Shy and introverted 14 year-old Duncan (Liam James) is on his way to the beach for the summer with his mother Pam (Toni Collette), her boyfriend Trent (Steve Carell) and Trent’s teenage daughter Stephanie (Zoe Levin). This would be an exciting thing for any teenager — except Trent takes multiple opportunities to belittle Duncan and treats him like a slave whenever it comes to rules of the house, cleaning and just in general.

Upon arriving at the beach house, a loud-mouthed next door neighbor (Allison Janney) makes her presence known and tries to push her cross-eyed son upon Duncan as a playmate for the summer, but it’s her daughter Susanna (AnnaSophia Robb) who catches his eye.

When things get out of hand at the beach house with the drunken adults, Duncan escapes on a bike he finds and ends up at the local water park where he inadvertently strikes up a friendship with a cool, laid-back employee, Owen (Sam Rockwell), who offers him a summer job there. Owen eventually becomes a mentor to Duncan, helping him come out of his shell and learn how to enjoy life.

Other friendly faces at the water park are the kind manager Caitlyn (Maya Rudolph) and the eccentric Roddy and Lewis (Nat Faxon and Jim Rash), who all seem to accept and appreciate Duncan, which is something he seems to be missing at home, even more so when Trent’s friends Kip (Rob Corddry) and Joan (Amanda Peet) show up and all the adults party like college students. Going unappreciated at home, Duncan spends every free moment at the park and opens up to Owen about his home life. This summer is a major stepping stone for Duncan and also his mother and they both are in need of learning some life lessons. As the summer comes to an end will they be leaving the beach better people or will things stay the same?


This is a fun little dramatic comedy that appeals to a broad range because of the actors and the storyline. It mixes the sad and dramatic with the comedic in a way to have a nice balance.

This is a breakout role for the movie’s main character, played by Liam James, in his first major starring role. His character is legitimately lost and depressed for the beginning of the film and he pulls it off seamlessly where you really feel for him.

Another few favorites of mine were Allison Janney and Sam Rockwell, as they provided the biggest comic relief in the film. Janney’s character is hilarious, firing off one-liners left and right. She did, however, seem a bit out of place in the movie because her character operates at a few decibels higher than anyone else, but she was still fun to watch. Rockwell plays the kind of character at which he excels and even though we have seen it before, it was still enjoyable to watch him interact with all of the other actors.

Steve Carell plays a role unlike anything I have really seen him do before — a completely unlikeable and irredeemable jerk who you want someone to just punch in the face — and he did a very good job. There are many of side characters that are interesting and all add their own little perks to the film. There are certain actors, like Toni Collette or even Maya Rudolph, who I have loved forever and every time they are on screen, it just makes me smile. Needless to say, there are a lot of talented actors in this film that round out the movie to make it a really good film full of heart and comedy.

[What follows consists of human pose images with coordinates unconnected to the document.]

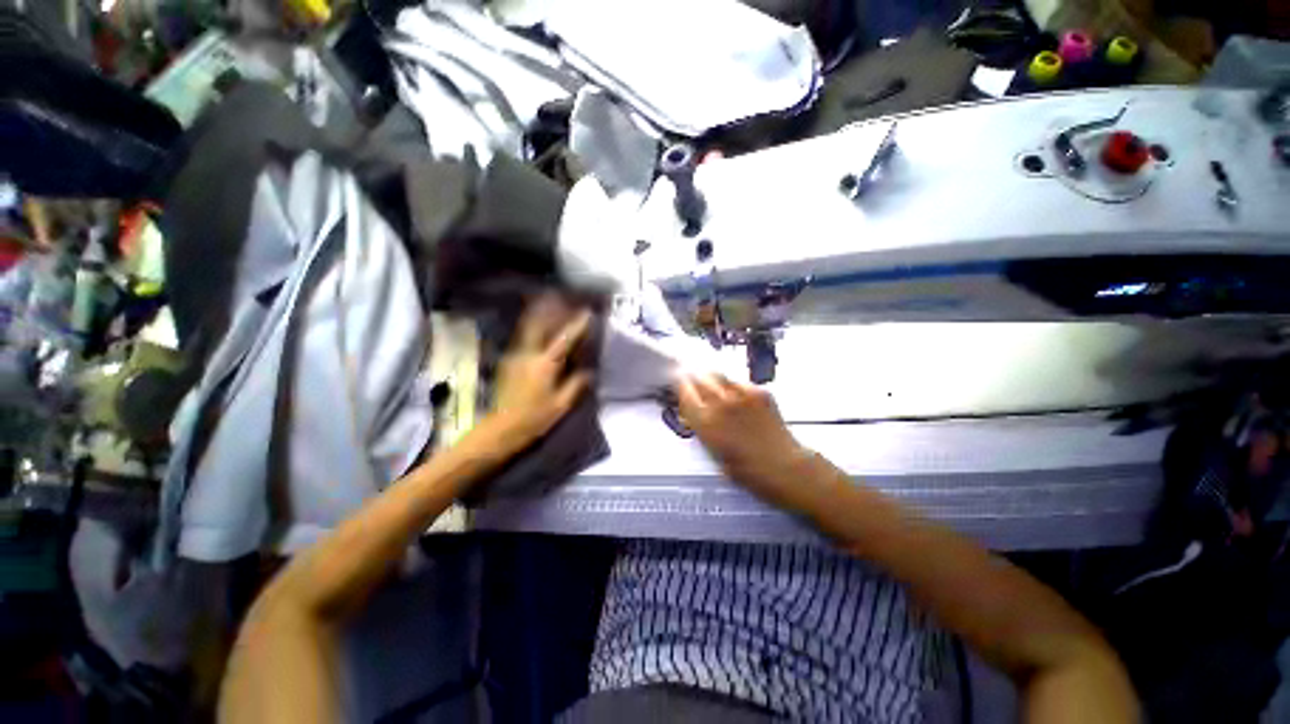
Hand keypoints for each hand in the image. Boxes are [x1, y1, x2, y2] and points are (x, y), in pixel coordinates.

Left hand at [481, 298, 593, 455]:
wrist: (500, 429)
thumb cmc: (534, 419)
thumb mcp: (561, 405)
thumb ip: (576, 385)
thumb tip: (589, 371)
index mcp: (545, 364)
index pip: (564, 339)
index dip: (577, 326)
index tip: (587, 312)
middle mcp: (528, 354)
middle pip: (538, 324)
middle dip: (550, 309)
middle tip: (560, 297)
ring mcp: (515, 356)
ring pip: (527, 328)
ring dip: (538, 314)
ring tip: (546, 302)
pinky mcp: (508, 362)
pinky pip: (522, 338)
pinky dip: (531, 327)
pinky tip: (536, 326)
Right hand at [676, 374, 809, 505]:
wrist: (784, 467)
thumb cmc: (748, 470)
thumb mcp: (713, 453)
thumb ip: (699, 430)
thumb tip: (690, 416)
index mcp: (705, 422)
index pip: (684, 391)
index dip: (680, 389)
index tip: (679, 388)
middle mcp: (721, 403)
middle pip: (698, 377)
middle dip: (693, 380)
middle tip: (693, 385)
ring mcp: (741, 395)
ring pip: (717, 374)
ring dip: (711, 380)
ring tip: (714, 389)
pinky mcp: (758, 391)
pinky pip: (738, 381)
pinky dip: (733, 386)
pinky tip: (737, 398)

Although you may not be aware of the talented actors who wrote and directed this film, Nat Faxon and Jim Rush also wrote “Descendants.” That film won them an Oscar for Best Adapted Screenplay, so it goes to show that they are more than just funny people in the movies, they are talented writers, too.

It will be a little cliché to say, but this coming-of-age story reminds me of “Little Miss Sunshine,” with a sprinkle of “Silver Linings Playbook” in the dialogue and tone of the film. Some may see this as just an average indie comedic drama, but this film is full of great performances and has real heart that leaves you feeling good after watching it.

Does everything come to the ultimate conclusion you are hoping for? No, but such is life in the manner that things don’t always go as planned and most of the time you don’t get every confrontation or problem neatly wrapped up with a big bow on it at the end. This is one of the things that I also loved about the film, the realism in outcome of the film. Even though I left slightly disappointed that everything wasn’t perfect for Duncan and his mom, the more I thought about it the better I felt about the film.

Is this a movie for everyone? Probably not, but with the continued success of some amazing smaller independent films that make it big, I believe that the movie-watching public is embracing this type of movie and the comedy style in it. Every film we see doesn’t need to be a major Blockbuster full of action and explosions. For every “Avengers” or “Transformers” you see, there should be a “Moonrise Kingdom” or “The Way, Way Back” there to add a balance and enrich your life and broaden your cinematic horizons.

“The Way, Way Back” opens in theaters July 5 in limited release and is rated PG-13 for thematic elements, language and some sexual content.